Сербы принимали нас как братьев. Давали снимать, охотно раздавали интервью. Как-то раз мы пошли на линию огня. Там стояли длинноствольные пулеметы. «Давайте, — говорят, — постреляйте!» Мы, конечно, отказались. «Зря, — говорят, — Лимонов недавно к нам приезжал, стрелял!» Писатель Эдуард Лимонов расстреливал людей! Он талантливый человек, но, к сожалению, в его биографии есть такое преступление.

— Блокада современного мегаполиса чем-то отличается от ленинградской?

— Практически ничем. Больницы, школы, пекарни не работали. Практически ничего не работало. Люди спасались от голодной смерти, чудом выживая, выращивая под обстрелом крохотные огородики под окнами своих домов. Но, несмотря на это, в городе был настоящий голод.
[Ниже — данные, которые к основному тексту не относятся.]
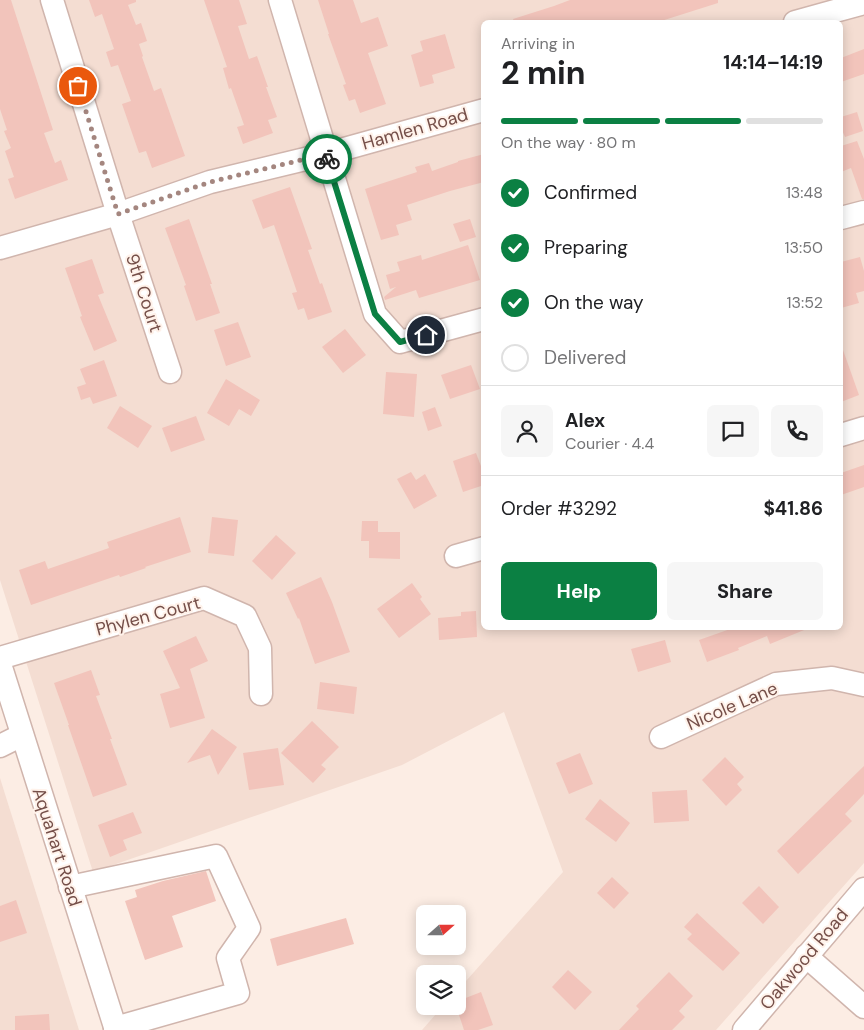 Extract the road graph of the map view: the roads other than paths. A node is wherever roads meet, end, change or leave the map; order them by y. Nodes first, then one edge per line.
1 (52, 0) edge
2 (280, 0) edge
3 (864, 3) edge
4 (802, 20) edge
5 (481, 111) edge
6 (326, 154) junction
7 (864, 212) edge
8 (118, 214) junction
9 (843, 217) edge
10 (0, 248) edge
11 (481, 320) edge
12 (170, 372) dead end
13 (864, 428) edge
14 (843, 434) edge
15 (481, 549) edge
16 (456, 556) dead end
17 (0, 658) edge
18 (0, 664) edge
19 (864, 685) edge
20 (261, 694) dead end
21 (22, 735) junction
22 (660, 737) dead end
23 (0, 746) edge
24 (70, 887) junction
25 (864, 889) edge
26 (806, 956) junction
27 (864, 1007) edge
28 (115, 1029) edge
29 (744, 1030) edge

1 - 8 street, 9th Court
2 - 6 street
3 - 4 street
5 - 6 street, Hamlen Road
6 - 8 street, Hamlen Road
6 - 11 street
7 - 9 street
8 - 10 street, Hamlen Road
8 - 12 street, 9th Court
13 - 14 street
15 - 16 street
17 - 20 street, Phylen Court
18 - 21 street, Aquahart Road
19 - 22 street, Nicole Lane
21 - 23 street
21 - 24 street, Aquahart Road
24 - 28 street, Aquahart Road
24 - 28 street
25 - 26 street, Oakwood Road
26 - 27 street
26 - 29 street, Oakwood Road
Я еще до войны подружился с югославским журналистом, корреспондентом сараевской газеты «Ослободжение». И когда уже в разгар блокады я приехал в Сараево вместе с колонной «Красного креста», доставившей туда продовольствие и медикаменты, я собрал своему другу сундук с продуктами: консервы, ветчина, масло, сахар, соль, сигареты. Мне до сих пор тяжело это вспоминать. Вы не представляете, как мы рыдали на груди друг у друга: его семья буквально умирала от голода. И когда я уехал, потом снова вернулся в Сараево, он вынес что-то завернутое в тряпочку и говорит: «Сергей, ты нам спас жизнь, мы решили отдать тебе нашу семейную реликвию». Я разворачиваю, а там Рембрандт. Я отказался.

— То есть голод в Сараево был сопоставим с голодом в блокадном Ленинграде?

— Только в отличие от Ленинграда, где партийные чиновники питались икрой, а многие ленинградцы друг другом, в Сараево голодали все. Маленькая зарисовка. Однажды я освещал переговоры нашего министра иностранных дел Андрея Козырева с тогдашним президентом Боснии и Герцеговины Алией Изетбеговичем. Президентский дворец был огромен и пуст. Я ходил по нему, не встречая никакой охраны. И вдруг, открыв дверь в один из залов, я увидел президента Изетбеговича. Он ел краюху хлеба. Он просто отламывал от нее кусочки и запихивал в рот, собирая с ладони рассыпавшиеся крошки. На меня это произвело сильное впечатление…

— На ваш взгляд, блокада Донецка, если она случится, будет не менее драматичной, чем сараевская?

— Что будет, если начнется блокада Донецка, даже трудно представить. В отличие от Сараево, Донецк — миллионный город. К тому же в Сараево, несмотря на предельную остроту конфликта, существовала договоренность между воюющими сторонами не обстреливать определенные объекты, в первую очередь, гостиницы. Там жили и русские, и американцы, пули и осколки если и попадали туда, то случайно, целенаправленного обстрела не было. В Донецке, боюсь, даже таких ограничений не будет.

У меня отец из Донецка. Русский, он служил там. Его уже давно нет в живых. Но, честно скажу: ситуацию под Донецком воспринимаю как свою семейную трагедию.